• [Exercise details]: Output the lines from the top of the entries below to the line with "--surface:#fff; --page:#f6f6f6; --text:#202124;", both included, exactly and without pictures.

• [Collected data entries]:
>>>

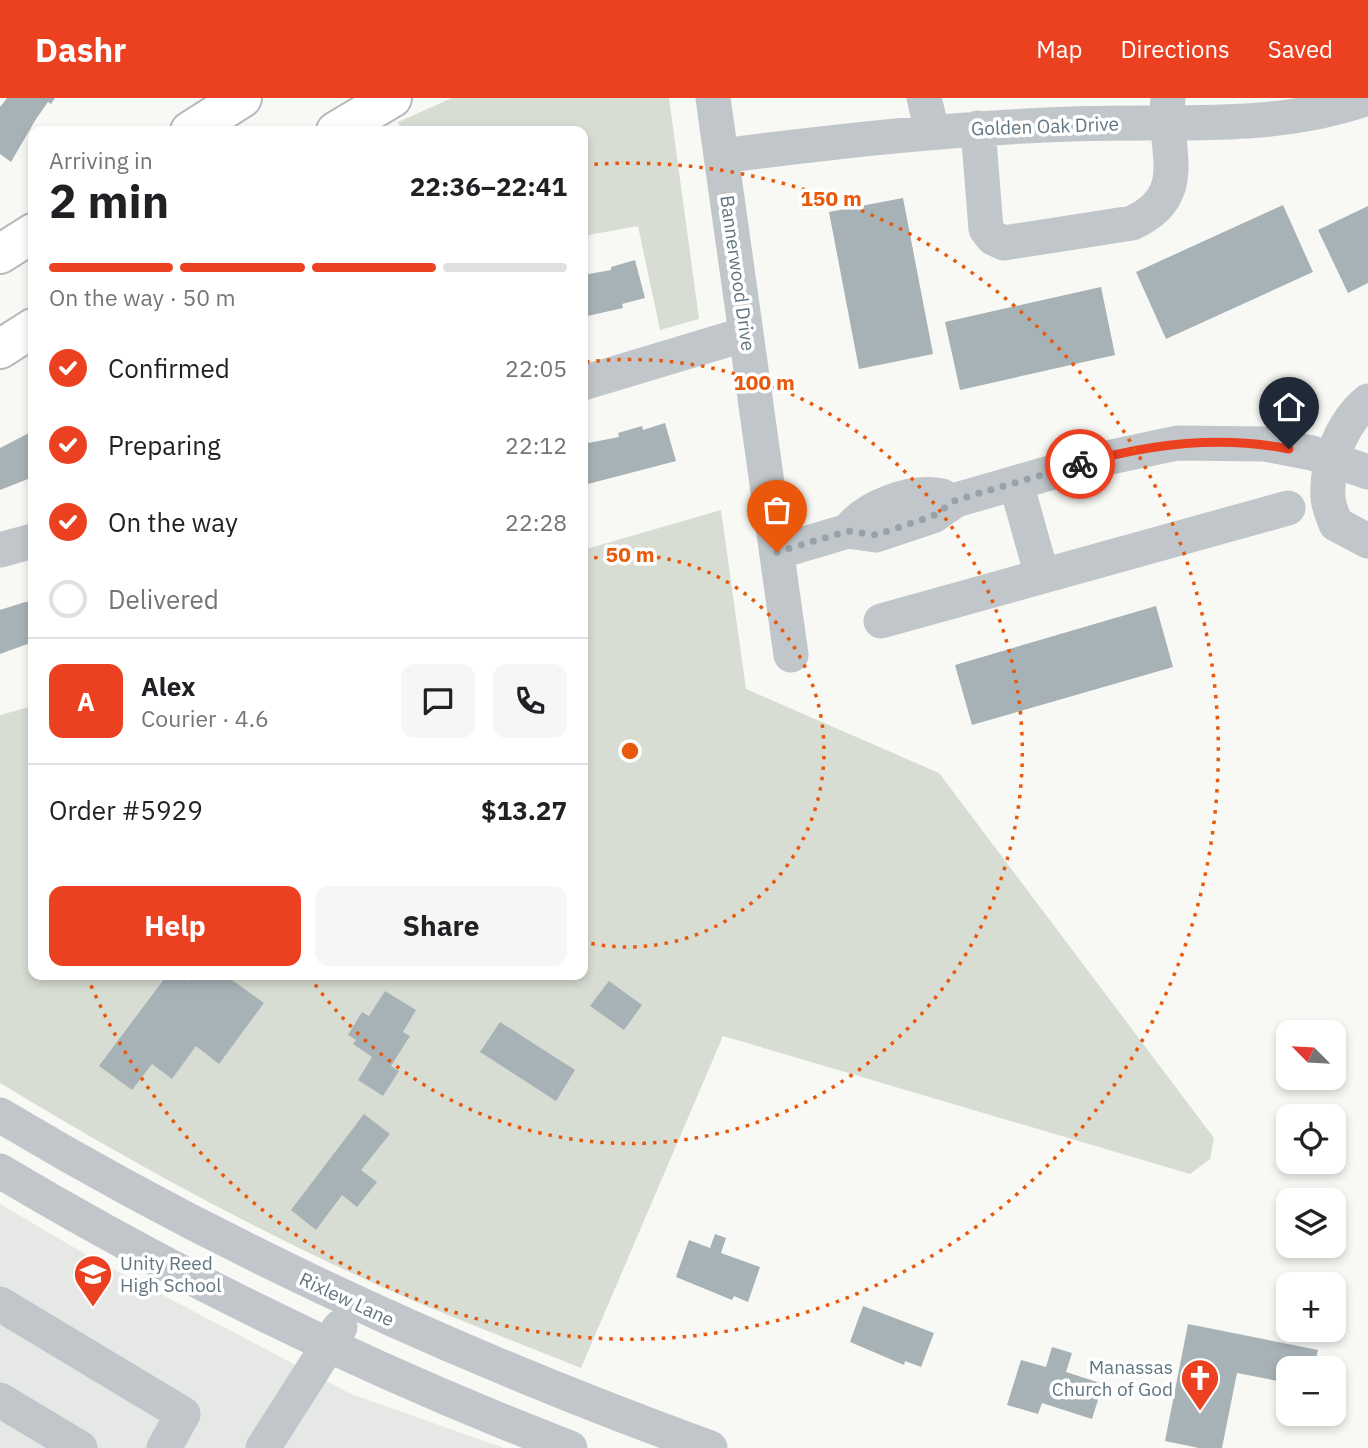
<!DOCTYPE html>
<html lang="en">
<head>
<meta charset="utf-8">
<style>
  :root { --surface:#fff; --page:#f6f6f6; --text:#202124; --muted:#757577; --line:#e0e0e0; --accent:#ec4121 }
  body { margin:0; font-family:"IBM Plex Sans",sans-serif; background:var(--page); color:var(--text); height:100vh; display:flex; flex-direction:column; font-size:26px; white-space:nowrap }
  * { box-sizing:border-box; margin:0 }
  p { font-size:23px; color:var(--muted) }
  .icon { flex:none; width:38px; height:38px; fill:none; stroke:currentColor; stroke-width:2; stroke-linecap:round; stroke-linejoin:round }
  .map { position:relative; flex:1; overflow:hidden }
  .side { position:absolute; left:28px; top:28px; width:560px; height:854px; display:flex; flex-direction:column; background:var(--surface); border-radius:14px; box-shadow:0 4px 10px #0003 }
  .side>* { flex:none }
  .needle { width:46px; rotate:294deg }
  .controls { position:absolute; left:1276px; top:922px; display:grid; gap:14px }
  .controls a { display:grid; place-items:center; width:70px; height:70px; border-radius:14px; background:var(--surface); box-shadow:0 4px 10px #0003; font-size:35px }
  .pin { position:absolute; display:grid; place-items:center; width:60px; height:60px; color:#fff; margin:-72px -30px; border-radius:50% 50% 50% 0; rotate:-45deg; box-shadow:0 0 7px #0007 }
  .pin .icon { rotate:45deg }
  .courier { position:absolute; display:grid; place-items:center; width:70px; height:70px; margin:-35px; border:5px solid #ec4121; border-radius:50%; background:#fff; color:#222; box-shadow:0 2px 9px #0007 }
  .head em { font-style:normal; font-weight:700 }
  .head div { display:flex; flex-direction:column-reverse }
  .head { display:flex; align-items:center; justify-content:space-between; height:119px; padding:0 21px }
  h1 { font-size:46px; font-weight:700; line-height:52px }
  .bar { display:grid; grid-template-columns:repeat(4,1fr); gap:10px 7px; align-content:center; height:84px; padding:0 21px }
  .bar i { height:9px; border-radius:5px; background:var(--line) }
  .bar .current { background:var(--accent) }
  .bar p { grid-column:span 4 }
  .line { display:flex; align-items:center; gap:18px; padding:0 21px; border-top:2px solid var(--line) }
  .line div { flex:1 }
  .round { display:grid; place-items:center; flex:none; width:74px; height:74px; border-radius:14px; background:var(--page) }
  ol { padding:0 21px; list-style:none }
  li { display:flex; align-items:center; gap:21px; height:77px }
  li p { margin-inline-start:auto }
  li .icon { padding:7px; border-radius:50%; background:var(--accent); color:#fff; stroke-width:4 }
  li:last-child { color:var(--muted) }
  li i { width:38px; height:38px; border:4px solid var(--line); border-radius:50% }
  .action { display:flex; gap:14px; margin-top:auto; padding:14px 21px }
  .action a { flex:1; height:80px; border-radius:14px; background:var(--accent); color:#fff; font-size:28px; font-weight:700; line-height:80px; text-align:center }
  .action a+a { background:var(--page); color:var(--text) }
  header { display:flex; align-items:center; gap:42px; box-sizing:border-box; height:98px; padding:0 35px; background:var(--accent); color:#fff }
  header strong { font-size:33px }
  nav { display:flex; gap:38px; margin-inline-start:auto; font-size:24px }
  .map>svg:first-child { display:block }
  .built { fill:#e6e8e6 }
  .green { fill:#d8ddd4 }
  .building { fill:#a7b2b7 }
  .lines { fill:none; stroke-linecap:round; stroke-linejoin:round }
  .major-casing { stroke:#b4babe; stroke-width:42 }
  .minor { stroke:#c1c6ca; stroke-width:35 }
  .major { stroke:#fff; stroke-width:38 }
  .done { stroke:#96a4aa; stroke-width:7; stroke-dasharray:0 12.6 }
  .route { stroke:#ec4121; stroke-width:9 }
  .ring { fill:none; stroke:#e8590c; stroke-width:3.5; stroke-dasharray:3.5 7 }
  .labels { text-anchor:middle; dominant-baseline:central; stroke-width:7; stroke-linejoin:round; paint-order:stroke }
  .street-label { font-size:19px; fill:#617682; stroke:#fff }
  .poi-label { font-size:19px; fill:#617682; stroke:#fff; text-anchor:start }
  .centre { fill:#e8590c; stroke:#fff; stroke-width:3.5 }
  .ring-label { font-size:21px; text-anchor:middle; font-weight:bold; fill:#e8590c; stroke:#fff; stroke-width:7; stroke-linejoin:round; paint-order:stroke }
</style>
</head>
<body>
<header>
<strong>Dashr</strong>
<nav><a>Map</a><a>Directions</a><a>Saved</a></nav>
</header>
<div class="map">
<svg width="1368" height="1350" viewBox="0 0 1368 1350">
  <rect width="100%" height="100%" fill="#f8f8f5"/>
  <path class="built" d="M0,1106L92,1160L351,1296L504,1350H0Z"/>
  <path class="green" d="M452,0H669L699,221L660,232L638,128L583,138V33H402L398,24Z
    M721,412L746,591L939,675L1214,1040L1210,1061L1190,1076L723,938L581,1270C517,1244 452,1220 389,1192C256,1133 125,1061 0,985V617L33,608V877H583V452Z"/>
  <path class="building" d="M7,0H55L51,6L48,4L36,21L11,64L0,56V9Z
    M903,100L933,256L859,271L829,114Z
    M1283,107L1313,174L1166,241L1136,174Z
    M1368,108V185L1348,195L1318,132Z
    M635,162L645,200L622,206L623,210L583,219V177L611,172V169Z
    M1101,189L1115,257L960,292L945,224Z
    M665,325L676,363L584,387L583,346L619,339L618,335L642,328L643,332Z
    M33,333V379L0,392V350Z
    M25,504H33V544L0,556V512Z
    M1156,508L1173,569L972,627L955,567Z
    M167,877H181L189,883L194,877H225L264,905L219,966L196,948L172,981L152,966L132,992L99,968Z
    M609,883L642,907L624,932L590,908Z
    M385,893L416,912L403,934L410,938L391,968L399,973L383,998L358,982L372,959L353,946L356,942L348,937L362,914L369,918Z
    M500,924L575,972L556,1003L480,954Z
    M364,1016L390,1036L361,1072L377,1084L357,1109L342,1097L316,1132L291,1112Z
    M715,1136L726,1140L721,1155L760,1169L748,1204L734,1198L732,1202L676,1179L689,1142L710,1150Z
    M863,1208L934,1235L921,1269L905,1263L904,1267L850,1244Z
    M1188,1226L1318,1252L1314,1270H1288V1285L1237,1275L1222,1350H1199L1165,1343Z
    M1052,1249L1072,1255L1066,1274L1103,1286L1092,1321L1042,1305L1038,1316L1007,1307L1021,1262L1046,1269Z"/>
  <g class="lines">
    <g class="major-casing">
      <path id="major" d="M190,33L242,0
        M336,33L392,0
        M0,156L33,135
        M0,251L33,230"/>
    </g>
    <path class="minor" d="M713,0L791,557
      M924,0L932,33
      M978,30L986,131L993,140L1004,145L1132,125C1194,97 1162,50 1168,0
      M722,58C838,43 954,30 1072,26C1171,22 1273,34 1368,0
      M583,285L746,236
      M1368,303C1342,324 1326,365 1328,399C1328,407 1333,418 1336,426L1368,443
      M1016,385L1042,478
      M848,433C867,408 911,392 942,398
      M0,452L33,443
      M777,454L848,433L876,437L933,418L956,402L1088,364L1177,345L1265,346L1312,355L1368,374
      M881,523L1288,410
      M0,1017C225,1152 463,1260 710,1350
      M0,1073C181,1181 373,1274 570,1350
      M0,1206L183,1316L164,1350
      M0,1302L80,1350
      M263,1350L340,1229"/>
    <use href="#major" class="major"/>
  </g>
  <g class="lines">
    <path class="done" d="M777,454L848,433L876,437L933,418L956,402L1080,366"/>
    <path class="route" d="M1080,366C1148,346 1218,337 1289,351"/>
  </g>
  <g class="ring">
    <path d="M584 462A196 196 0 1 1 584 844"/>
    <path d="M586 264A392 392 0 1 1 309 878"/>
    <path d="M584 67A588 588 0 1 1 87 878"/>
  </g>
  <defs>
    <g id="school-pin" transform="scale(2.0125)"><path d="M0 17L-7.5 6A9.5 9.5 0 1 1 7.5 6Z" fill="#ec4121" stroke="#fff"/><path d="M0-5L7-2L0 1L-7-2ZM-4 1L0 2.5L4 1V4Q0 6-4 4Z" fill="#fff"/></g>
    <g id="church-pin" transform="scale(2.0125)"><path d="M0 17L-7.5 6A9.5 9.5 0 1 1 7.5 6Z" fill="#ec4121" stroke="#fff"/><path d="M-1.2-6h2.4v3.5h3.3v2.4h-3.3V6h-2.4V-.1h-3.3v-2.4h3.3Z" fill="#fff"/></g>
  </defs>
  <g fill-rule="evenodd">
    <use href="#school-pin" x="93" y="1176"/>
    <use href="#church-pin" x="1200" y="1280"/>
  </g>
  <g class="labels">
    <g class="street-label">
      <text transform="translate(1045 28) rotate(-2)">Golden Oak Drive</text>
      <text transform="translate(738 175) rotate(82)">Bannerwood Drive</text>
      <text transform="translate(347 1201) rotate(25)">Rixlew Lane</text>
    </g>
    <g class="poi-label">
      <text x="120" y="1165">Unity Reed<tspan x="120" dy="22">High School</tspan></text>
      <text x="1173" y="1269" text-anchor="end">Manassas<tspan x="1173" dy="22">Church of God</tspan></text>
    </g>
  </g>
  <circle cx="630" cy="653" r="10" class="centre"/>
  <g class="ring-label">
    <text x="831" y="108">150 m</text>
    <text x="764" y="292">100 m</text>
    <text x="630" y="464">50 m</text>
  </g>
</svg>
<div class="controls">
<a><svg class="needle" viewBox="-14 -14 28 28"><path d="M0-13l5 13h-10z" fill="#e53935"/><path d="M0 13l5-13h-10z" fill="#757577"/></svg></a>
<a><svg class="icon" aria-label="locate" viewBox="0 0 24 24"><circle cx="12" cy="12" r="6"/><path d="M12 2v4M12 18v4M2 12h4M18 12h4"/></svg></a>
<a><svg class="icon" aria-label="layers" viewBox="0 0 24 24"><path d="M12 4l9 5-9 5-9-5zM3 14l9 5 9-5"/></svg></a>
<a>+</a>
<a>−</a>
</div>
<div class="pin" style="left:777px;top:454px;background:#ea580c"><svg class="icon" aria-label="bag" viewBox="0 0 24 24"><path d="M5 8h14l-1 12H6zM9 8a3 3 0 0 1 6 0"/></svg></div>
<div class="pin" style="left:1289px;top:351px;background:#1f2937"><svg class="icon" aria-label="home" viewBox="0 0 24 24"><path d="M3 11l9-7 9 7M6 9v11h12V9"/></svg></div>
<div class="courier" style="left:1080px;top:366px"><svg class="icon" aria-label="bike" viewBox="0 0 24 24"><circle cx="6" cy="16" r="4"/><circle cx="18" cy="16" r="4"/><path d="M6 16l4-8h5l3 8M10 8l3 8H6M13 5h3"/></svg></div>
<section class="side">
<div class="head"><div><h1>2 min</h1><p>Arriving in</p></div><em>22:36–22:41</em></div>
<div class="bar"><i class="current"></i><i class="current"></i><i class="current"></i><i></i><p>On the way · 50 m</p></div>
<ol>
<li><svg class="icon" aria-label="check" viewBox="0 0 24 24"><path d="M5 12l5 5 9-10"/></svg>Confirmed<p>22:05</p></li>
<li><svg class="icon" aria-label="check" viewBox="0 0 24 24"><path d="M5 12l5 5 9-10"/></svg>Preparing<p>22:12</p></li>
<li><svg class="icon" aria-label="check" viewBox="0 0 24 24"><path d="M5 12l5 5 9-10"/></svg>On the way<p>22:28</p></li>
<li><i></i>Delivered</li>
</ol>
<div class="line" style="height:126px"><b class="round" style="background:var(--accent);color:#fff">A</b><div><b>Alex</b><p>Courier · 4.6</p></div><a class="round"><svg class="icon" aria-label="chat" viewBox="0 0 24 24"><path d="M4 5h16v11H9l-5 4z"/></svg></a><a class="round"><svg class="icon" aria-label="phone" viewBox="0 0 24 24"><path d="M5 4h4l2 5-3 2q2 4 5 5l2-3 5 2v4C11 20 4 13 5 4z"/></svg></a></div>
<div class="line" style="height:91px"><div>Order #5929</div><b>$13.27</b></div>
<div class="action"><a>Help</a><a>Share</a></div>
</section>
</div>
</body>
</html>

<<<

• [Exercise answer]:
<!DOCTYPE html>
<html lang="en">
<head>
<meta charset="utf-8">
<style>
  :root { --surface:#fff; --page:#f6f6f6; --text:#202124; --muted:#757577; --line:#e0e0e0; --accent:#ec4121 }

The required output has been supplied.